▸ ASSIGNED TASK
Which of the lines in the records below hold the string "middle"? Copy every one of them.

:: DATA ::

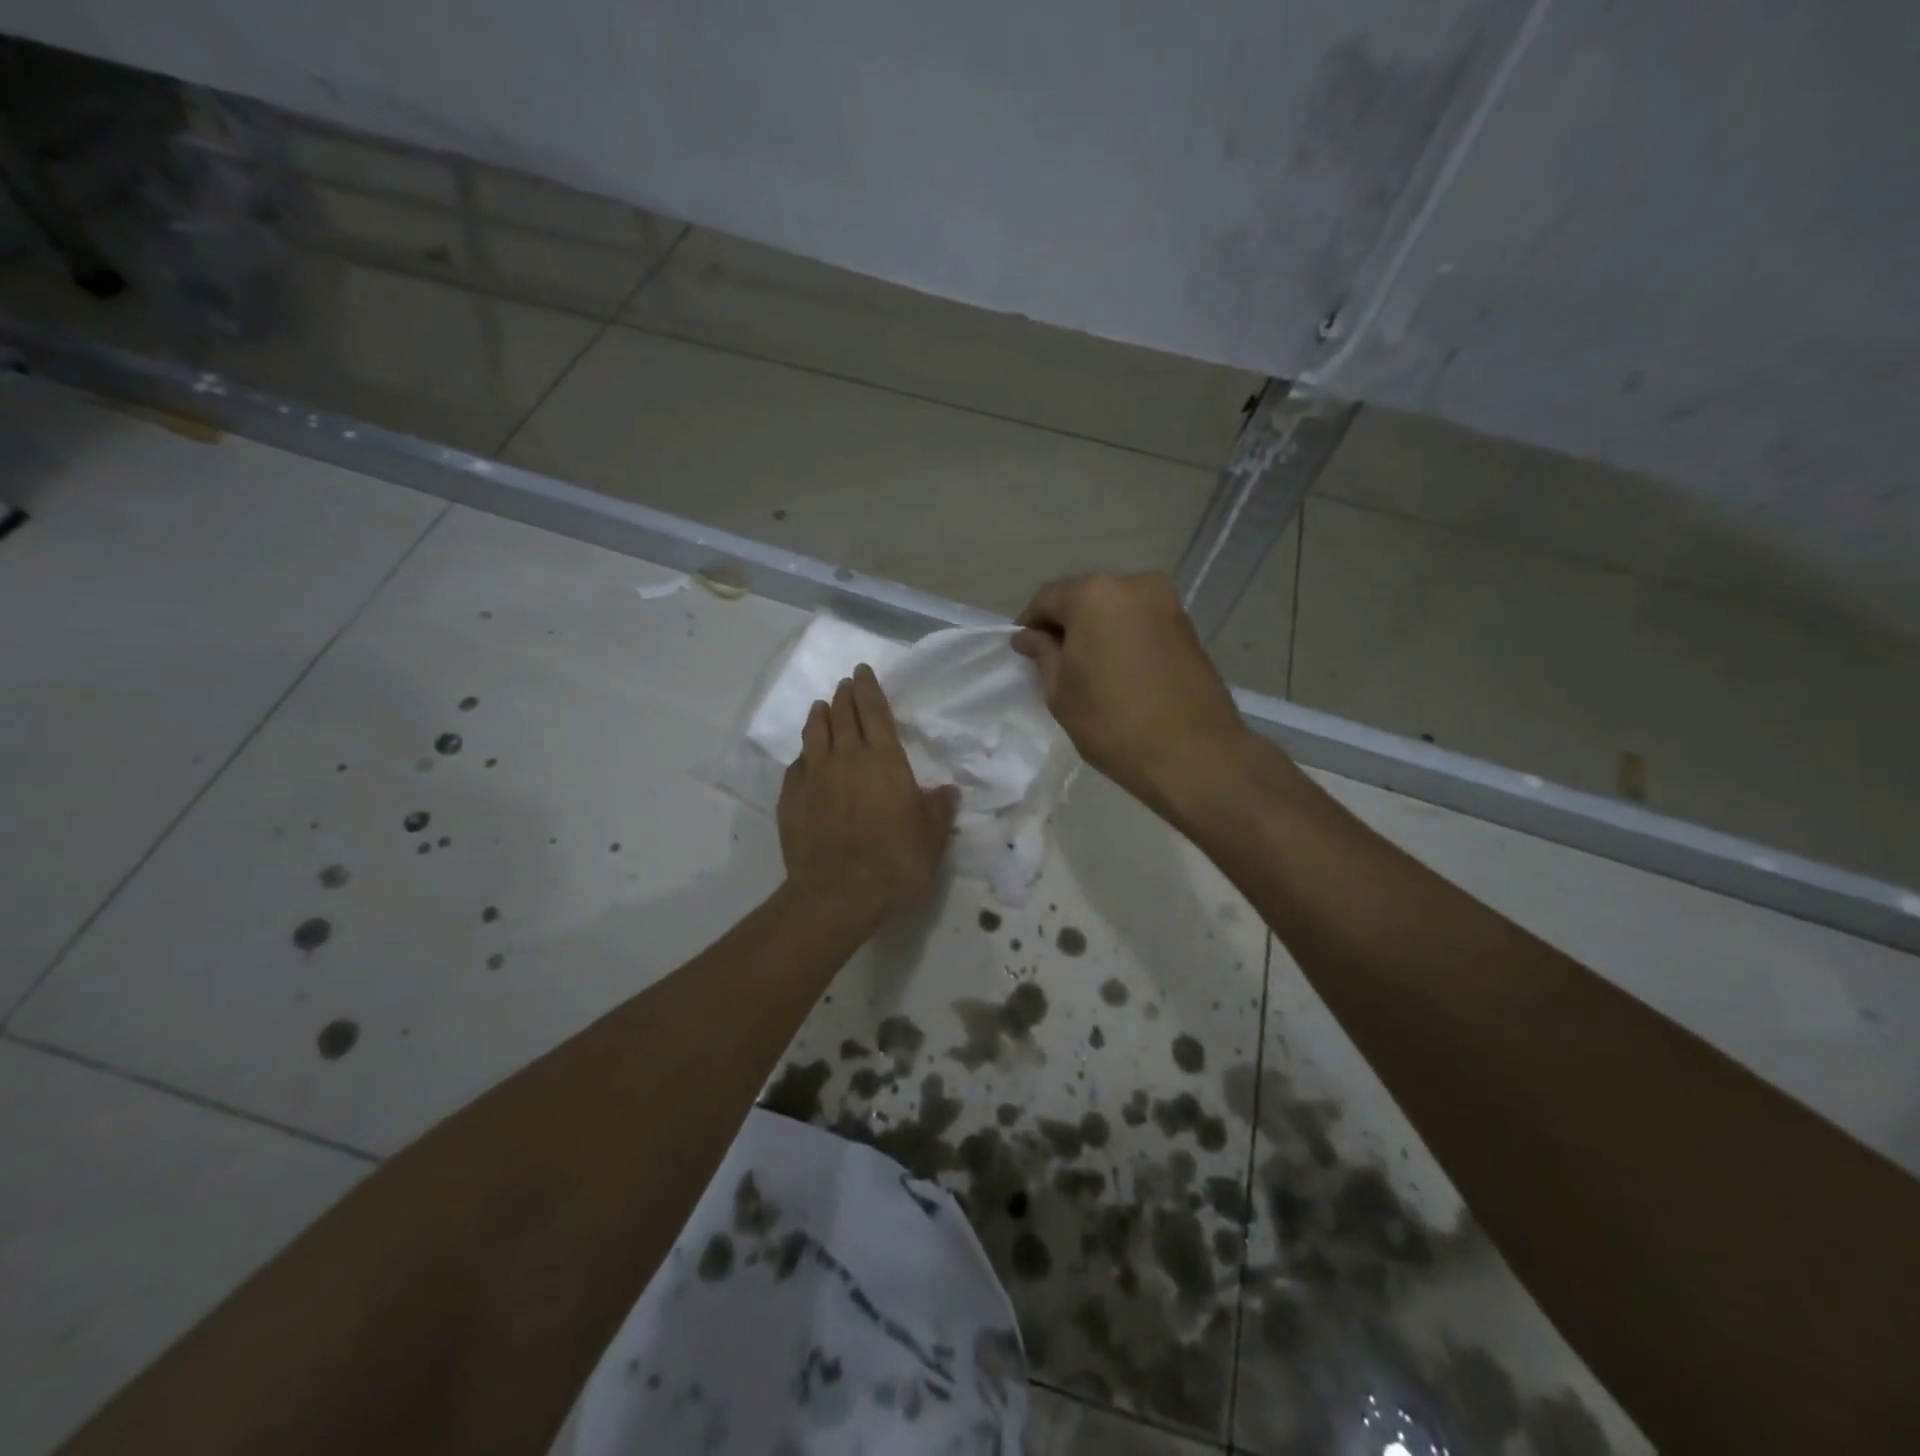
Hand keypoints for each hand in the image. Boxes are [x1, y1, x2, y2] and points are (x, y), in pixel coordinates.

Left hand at [777, 664, 959, 928]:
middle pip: (842, 715)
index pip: (874, 711)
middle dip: (844, 696)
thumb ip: (939, 808)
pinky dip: (803, 755)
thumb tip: (947, 791)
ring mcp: (814, 776)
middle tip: (845, 685)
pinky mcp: (790, 798)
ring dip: (819, 715)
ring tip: (822, 707)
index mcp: (884, 760)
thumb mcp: (932, 837)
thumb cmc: (895, 861)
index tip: (862, 670)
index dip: (868, 688)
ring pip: (814, 733)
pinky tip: (805, 758)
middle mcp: (846, 758)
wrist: (839, 893)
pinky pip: (796, 766)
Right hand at [1012, 573, 1249, 812]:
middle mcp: (1135, 585)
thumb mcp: (1061, 692)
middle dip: (1067, 626)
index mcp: (1096, 594)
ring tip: (1090, 672)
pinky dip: (1125, 640)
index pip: (1047, 598)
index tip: (1024, 654)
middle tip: (1054, 663)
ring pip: (1116, 611)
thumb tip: (1029, 637)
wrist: (1194, 755)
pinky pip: (1142, 625)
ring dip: (1098, 633)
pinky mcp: (1189, 628)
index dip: (1030, 625)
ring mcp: (1168, 604)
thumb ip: (1043, 654)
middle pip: (1085, 598)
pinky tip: (1120, 674)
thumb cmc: (1113, 723)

:::

▸ THE ANSWER
middle pip: (842, 715)
middle dip: (844, 696)
middle tip: (845, 685)
middle mcp: (846, 758)
middle mcp: (1135, 585)
middle dip: (1067, 626)
middle tip: (1054, 663)
middle pip: (1085, 598)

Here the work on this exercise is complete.